The study examines the sloshing behavior of two superposed viscoelastic fluid layers governed by Walter’s liquid ‘B” model within a rectangular tank, subjected to horizontal vibrations. Our investigation is extending to take into account the influence of a flexible plate floating on the top fluid layer, where a modified membrane equation is used to model the stress balance on the surface. Additionally, an insoluble surfactant exists at the liquid–liquid interface within the flow system. The problem’s mathematical model is linked with the linearized Navier–Stokes equation for viscoelastic fluids, along with boundary conditions, which are solved using Laplace transform. Durbin’s numerical inverse Laplace transform scheme is used to numerically calculate solutions of the governing equations in the time domain.
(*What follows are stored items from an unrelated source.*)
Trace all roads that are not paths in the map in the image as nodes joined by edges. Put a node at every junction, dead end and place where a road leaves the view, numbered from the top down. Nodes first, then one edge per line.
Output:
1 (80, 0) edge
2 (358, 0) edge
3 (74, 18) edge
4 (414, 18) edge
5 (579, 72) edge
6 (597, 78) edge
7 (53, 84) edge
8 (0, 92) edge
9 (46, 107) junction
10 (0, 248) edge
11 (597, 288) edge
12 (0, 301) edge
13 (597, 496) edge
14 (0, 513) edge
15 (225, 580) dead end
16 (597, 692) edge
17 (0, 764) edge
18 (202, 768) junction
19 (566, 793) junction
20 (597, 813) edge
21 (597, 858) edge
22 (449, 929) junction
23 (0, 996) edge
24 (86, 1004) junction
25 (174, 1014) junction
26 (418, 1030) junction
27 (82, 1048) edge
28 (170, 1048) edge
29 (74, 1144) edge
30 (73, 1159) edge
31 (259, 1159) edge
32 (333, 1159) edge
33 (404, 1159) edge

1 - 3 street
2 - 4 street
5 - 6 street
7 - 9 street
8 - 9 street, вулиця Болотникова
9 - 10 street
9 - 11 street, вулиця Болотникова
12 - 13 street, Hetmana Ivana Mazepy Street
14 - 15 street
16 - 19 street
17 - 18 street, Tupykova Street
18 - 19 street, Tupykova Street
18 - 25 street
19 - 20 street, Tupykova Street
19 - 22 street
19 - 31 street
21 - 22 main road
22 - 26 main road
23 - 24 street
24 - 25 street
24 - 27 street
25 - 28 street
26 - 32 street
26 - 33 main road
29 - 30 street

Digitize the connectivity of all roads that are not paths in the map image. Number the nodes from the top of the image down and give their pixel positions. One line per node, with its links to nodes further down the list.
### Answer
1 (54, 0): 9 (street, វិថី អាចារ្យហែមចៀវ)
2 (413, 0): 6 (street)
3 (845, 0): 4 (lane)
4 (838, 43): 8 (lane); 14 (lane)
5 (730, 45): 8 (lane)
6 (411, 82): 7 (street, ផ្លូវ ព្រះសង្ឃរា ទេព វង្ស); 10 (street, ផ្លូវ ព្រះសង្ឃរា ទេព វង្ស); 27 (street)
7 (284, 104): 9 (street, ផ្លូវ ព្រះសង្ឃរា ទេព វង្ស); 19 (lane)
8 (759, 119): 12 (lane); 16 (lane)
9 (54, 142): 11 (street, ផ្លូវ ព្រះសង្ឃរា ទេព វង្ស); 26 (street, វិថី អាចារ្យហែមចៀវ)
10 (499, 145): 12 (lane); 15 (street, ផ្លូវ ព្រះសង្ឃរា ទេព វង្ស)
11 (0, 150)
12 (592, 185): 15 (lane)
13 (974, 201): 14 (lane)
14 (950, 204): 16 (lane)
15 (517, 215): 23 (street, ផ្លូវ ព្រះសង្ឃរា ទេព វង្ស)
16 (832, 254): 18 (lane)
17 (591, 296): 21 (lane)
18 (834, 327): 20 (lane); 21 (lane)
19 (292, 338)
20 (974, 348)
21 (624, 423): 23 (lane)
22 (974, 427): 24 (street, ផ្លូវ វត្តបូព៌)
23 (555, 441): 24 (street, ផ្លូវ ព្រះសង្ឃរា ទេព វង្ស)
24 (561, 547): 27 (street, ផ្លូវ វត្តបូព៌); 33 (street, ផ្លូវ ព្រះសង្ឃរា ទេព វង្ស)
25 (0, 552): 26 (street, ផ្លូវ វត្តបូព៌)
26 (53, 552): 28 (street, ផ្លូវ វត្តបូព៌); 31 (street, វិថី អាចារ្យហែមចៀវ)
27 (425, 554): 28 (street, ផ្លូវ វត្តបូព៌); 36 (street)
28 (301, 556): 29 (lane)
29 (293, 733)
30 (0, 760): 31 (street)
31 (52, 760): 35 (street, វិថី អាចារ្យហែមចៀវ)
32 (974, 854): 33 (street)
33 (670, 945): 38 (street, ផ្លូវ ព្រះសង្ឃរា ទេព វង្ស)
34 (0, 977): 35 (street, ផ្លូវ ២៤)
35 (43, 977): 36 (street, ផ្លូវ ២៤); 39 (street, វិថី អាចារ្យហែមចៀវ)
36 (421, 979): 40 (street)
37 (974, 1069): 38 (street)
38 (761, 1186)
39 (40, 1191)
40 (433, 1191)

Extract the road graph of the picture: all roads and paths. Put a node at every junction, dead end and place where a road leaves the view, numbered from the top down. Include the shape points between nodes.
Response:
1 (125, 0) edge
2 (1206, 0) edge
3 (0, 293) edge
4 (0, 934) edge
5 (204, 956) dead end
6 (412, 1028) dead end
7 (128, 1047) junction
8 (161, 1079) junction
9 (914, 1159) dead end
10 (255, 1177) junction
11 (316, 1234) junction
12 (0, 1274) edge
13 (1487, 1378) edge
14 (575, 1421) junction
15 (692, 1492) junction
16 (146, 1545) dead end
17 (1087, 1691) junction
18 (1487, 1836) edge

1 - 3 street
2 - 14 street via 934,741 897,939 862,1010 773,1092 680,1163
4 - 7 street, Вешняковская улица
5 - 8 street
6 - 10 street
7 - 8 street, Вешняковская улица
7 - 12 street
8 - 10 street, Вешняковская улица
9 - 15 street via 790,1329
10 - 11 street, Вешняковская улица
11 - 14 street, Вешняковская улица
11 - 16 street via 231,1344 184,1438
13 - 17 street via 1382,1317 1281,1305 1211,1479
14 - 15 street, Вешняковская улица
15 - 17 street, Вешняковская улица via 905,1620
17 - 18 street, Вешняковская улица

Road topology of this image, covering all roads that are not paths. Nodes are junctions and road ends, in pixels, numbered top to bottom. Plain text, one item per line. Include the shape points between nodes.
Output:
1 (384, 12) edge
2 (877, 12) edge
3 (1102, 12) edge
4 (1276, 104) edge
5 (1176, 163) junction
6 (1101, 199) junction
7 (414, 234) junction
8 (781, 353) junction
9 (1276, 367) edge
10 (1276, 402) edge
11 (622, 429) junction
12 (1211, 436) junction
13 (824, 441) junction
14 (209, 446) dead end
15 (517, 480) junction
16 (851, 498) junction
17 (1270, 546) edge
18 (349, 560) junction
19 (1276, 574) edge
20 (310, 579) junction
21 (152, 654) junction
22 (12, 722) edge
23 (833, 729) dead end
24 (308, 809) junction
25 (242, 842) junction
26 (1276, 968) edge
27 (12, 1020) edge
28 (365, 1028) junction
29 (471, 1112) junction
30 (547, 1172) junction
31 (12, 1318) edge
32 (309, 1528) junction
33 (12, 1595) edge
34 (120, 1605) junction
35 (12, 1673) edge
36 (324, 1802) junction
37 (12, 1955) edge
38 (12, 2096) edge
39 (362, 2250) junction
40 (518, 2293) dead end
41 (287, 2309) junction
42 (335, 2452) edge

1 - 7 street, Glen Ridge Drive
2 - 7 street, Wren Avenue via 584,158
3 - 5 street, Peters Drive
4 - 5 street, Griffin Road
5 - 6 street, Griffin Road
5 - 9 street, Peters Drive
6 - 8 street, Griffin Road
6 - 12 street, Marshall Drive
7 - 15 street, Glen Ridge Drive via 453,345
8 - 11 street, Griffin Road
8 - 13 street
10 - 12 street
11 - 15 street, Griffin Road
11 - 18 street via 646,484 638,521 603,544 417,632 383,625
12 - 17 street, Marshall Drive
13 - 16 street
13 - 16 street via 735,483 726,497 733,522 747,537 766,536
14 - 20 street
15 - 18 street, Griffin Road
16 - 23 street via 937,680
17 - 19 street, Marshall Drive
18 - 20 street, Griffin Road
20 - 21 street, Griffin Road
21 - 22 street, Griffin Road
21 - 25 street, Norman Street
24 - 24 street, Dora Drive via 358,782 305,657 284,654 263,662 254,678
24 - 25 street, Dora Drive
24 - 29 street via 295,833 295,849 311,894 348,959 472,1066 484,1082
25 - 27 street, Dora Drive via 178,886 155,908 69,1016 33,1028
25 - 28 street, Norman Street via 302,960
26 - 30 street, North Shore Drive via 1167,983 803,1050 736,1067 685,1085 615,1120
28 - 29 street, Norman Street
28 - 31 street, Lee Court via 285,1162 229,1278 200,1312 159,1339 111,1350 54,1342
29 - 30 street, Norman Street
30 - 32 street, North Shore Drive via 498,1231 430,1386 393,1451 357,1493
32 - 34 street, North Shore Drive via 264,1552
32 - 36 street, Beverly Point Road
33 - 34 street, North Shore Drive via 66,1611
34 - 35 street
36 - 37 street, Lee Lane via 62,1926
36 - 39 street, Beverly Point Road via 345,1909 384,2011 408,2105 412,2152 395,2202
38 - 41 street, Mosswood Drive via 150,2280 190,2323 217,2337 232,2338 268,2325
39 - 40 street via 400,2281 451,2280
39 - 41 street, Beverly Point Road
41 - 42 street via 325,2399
Graphical representations of the numerical results are included to investigate the free surface profiles, sloshing forces and moments skeletons and evolution of surface concentration under horizontal excitations, examining their behavior in relation to uniform thickness and structural rigidity of the floating elastic plate; Marangoni number and the relaxation times coefficients of the fluids. The results showed that both the thickness and structural rigidity of the floating elastic enhances the wave stability of both free surfaces of liquids, and it also causes a significant decrease in the forces acting on the walls of the container, which constitutes a safety factor to maintain the integrity of the container. On the other hand, increasing the viscoelastic parameters stimulates the sloshing waves and increases the compressive forces on the walls of the container.